The still brown ridge top garden keeps stirring. It doesn't look like there is much to see.
But closer inspection reveals the next wave of bulbs.
The crocus are gaining in numbers.
Some are newly planted.
Others are more random and obviously self sown, but a single crocus doesn't have quite the same impact as many planted in one hole.
A patch of iris was found in the annex which has been getting a lot of new plantings in the last couple of years. The turkeys went through this section of the ridge top garden last week and scratched the peck out of it. A flock of thirty turkeys can do some major shifting of the leaf litter and top layer of soil.
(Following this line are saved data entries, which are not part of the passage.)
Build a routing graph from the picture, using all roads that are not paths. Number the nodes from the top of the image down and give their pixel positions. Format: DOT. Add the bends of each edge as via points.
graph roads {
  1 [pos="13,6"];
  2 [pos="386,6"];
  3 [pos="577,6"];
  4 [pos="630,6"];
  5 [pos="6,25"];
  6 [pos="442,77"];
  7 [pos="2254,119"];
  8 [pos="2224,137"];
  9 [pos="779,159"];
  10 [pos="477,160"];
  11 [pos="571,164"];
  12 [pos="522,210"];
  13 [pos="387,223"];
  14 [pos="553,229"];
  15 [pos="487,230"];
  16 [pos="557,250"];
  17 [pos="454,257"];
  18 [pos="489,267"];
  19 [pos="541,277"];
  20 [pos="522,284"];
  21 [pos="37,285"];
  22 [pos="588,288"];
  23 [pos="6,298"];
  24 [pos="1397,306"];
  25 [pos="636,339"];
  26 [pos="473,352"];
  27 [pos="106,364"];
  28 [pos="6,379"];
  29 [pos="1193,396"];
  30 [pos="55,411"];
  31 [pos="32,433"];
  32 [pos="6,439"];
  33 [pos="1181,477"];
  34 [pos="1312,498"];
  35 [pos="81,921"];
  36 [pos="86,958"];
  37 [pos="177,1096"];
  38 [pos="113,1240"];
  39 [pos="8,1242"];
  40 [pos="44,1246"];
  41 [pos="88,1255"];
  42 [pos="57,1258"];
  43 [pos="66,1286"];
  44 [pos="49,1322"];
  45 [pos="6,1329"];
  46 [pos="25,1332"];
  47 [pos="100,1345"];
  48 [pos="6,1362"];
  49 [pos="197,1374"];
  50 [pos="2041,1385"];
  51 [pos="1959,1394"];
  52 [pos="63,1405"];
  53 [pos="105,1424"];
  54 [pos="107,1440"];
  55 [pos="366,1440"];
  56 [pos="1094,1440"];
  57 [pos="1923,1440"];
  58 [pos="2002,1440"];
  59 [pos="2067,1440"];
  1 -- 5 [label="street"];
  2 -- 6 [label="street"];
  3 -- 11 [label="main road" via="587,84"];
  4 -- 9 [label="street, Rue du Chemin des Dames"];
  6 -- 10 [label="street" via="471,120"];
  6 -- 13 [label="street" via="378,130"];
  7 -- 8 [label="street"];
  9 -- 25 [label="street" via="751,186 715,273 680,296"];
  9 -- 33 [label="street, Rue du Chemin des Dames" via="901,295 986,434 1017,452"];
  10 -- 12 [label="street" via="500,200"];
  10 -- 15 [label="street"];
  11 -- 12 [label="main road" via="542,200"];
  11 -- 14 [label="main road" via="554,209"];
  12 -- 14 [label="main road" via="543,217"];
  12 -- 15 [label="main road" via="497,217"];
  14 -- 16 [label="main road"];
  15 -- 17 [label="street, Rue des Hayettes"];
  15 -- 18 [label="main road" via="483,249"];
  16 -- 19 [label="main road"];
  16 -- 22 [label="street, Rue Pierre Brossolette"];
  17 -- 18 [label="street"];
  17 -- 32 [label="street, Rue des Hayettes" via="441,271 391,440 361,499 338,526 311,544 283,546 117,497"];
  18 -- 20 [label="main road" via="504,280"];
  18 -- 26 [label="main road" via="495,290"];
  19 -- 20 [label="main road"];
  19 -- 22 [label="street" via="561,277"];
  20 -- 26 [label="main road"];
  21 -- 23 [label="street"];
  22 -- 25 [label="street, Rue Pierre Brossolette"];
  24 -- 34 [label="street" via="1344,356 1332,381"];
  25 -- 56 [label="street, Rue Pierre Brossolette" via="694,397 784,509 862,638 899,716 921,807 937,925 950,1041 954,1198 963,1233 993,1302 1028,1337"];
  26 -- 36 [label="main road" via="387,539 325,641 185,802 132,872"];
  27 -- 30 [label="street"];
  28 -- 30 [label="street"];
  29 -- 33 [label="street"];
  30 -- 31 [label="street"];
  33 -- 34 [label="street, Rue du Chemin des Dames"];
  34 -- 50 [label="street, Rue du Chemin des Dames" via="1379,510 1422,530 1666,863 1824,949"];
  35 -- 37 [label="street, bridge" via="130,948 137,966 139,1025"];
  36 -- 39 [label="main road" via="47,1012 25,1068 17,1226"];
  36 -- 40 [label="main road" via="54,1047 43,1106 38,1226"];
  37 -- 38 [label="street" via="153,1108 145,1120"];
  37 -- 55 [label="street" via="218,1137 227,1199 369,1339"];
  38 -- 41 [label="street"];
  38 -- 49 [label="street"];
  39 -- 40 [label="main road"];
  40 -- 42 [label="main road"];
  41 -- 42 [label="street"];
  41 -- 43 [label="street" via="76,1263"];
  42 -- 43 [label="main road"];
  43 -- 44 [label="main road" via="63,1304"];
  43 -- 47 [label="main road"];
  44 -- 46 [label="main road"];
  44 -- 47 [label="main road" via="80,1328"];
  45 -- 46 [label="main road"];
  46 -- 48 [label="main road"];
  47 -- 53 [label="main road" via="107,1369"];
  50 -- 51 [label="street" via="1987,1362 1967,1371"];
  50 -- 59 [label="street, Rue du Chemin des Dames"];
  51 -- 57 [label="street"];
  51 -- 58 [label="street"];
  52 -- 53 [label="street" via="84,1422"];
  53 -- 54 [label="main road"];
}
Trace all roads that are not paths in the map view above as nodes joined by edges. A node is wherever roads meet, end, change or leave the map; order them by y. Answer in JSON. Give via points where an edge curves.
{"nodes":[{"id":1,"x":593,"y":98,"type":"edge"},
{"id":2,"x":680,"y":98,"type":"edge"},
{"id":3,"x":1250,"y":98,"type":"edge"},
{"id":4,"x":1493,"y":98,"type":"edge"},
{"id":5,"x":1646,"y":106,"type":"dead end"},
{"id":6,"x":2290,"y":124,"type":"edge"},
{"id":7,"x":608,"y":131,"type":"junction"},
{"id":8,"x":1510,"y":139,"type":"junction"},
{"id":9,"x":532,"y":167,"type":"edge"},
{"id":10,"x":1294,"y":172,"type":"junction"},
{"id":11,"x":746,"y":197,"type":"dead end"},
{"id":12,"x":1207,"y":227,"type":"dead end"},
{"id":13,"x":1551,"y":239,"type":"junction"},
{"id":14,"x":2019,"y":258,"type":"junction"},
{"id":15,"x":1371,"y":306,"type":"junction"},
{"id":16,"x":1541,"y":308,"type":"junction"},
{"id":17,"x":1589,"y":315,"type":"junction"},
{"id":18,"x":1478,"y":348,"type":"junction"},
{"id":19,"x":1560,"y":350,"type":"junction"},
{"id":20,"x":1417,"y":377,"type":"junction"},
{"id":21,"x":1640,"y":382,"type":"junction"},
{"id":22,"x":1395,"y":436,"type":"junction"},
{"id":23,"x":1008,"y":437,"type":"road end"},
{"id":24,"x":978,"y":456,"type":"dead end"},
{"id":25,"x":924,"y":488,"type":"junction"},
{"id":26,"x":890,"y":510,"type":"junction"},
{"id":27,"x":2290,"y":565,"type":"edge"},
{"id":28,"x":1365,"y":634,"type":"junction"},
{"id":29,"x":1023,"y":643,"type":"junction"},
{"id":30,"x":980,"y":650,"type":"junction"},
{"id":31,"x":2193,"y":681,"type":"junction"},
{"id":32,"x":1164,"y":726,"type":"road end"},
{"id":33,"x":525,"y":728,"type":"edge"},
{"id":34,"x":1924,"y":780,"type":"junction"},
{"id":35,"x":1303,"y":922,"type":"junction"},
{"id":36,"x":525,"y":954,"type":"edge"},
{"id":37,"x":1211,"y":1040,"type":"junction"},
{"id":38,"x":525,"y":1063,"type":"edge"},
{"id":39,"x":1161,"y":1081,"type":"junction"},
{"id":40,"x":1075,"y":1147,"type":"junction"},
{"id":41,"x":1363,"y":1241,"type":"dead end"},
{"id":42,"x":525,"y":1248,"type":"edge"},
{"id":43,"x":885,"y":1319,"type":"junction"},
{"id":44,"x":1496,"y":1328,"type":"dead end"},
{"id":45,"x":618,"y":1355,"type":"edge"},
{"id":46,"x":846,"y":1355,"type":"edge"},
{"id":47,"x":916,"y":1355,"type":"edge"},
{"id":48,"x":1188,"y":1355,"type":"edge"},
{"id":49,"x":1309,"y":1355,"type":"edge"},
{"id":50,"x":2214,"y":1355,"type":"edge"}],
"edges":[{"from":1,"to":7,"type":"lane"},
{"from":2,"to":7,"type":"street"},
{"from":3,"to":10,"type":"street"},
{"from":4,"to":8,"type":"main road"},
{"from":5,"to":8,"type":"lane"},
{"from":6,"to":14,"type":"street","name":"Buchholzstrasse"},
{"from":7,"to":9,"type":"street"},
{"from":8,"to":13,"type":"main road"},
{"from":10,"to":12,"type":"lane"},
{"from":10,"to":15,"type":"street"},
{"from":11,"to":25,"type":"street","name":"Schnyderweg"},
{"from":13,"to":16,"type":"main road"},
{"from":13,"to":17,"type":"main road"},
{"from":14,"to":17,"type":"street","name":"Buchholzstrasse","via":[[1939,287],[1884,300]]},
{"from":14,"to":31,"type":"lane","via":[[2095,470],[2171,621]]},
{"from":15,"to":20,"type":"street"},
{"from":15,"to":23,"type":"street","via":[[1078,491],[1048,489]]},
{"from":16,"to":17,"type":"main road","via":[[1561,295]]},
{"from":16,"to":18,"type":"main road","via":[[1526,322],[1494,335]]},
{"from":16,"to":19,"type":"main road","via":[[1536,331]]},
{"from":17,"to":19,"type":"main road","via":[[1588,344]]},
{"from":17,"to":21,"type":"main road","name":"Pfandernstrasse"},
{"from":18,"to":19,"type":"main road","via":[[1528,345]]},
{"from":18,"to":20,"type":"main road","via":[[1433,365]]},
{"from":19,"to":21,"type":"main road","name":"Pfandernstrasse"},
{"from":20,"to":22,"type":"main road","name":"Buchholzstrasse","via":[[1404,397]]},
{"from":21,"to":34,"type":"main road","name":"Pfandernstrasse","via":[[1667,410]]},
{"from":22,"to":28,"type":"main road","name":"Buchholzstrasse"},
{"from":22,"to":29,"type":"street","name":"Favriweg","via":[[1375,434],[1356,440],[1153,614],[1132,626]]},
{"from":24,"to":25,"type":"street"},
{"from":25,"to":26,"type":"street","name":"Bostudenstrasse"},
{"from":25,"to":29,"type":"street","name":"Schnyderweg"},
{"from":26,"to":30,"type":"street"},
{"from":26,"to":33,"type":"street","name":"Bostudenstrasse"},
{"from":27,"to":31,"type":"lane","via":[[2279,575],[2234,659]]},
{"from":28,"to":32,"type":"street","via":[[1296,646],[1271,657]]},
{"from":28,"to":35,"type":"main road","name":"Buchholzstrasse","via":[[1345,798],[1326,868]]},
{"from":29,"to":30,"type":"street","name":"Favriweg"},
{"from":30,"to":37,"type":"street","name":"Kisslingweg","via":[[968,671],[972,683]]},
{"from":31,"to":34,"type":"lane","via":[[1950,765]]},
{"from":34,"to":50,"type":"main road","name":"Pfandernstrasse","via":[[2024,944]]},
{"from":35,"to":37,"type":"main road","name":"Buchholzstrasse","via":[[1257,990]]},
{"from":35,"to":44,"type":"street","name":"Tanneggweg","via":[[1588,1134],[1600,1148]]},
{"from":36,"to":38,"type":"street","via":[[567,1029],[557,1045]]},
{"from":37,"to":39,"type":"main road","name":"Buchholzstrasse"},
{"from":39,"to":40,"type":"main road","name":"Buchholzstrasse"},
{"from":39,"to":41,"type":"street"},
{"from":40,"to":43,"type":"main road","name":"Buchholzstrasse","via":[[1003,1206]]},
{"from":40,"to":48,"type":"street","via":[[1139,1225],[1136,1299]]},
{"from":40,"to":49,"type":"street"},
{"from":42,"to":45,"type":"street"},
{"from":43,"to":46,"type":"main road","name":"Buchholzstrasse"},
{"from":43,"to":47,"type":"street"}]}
The lower path was practically obliterated.
The cold damaged daffodils are determined to bloom anyway. This is one of the early bloomers probably 'February Gold'. Of the four or so clumps of daffodils I have seen with color in the buds, they are all this same variety. And they all got cold nipped.
Crocus, crocus and more crocus to come.
You sure wouldn't know anything is happening by looking from a distance.
The daffodils are really only about half up and I have not seen the first sign of the chionodoxa or puschkinia. The lack of snow and cold after the last two winters is confusing, but I don't think we are really that far off schedule.
After a high today in the mid 60's we are headed back to lows in the 20's for the weekend. These weekly bursts of freezing weather may be enough to keep things on track.
This was the Bulbarella Bulb Report for Thursday, February 23rd. February 23rd. What? Maybe the crocus are a touch early. Nah. Even after last year's wicked winter I show the first crocus arriving on February 26th. Not enough difference to worry about.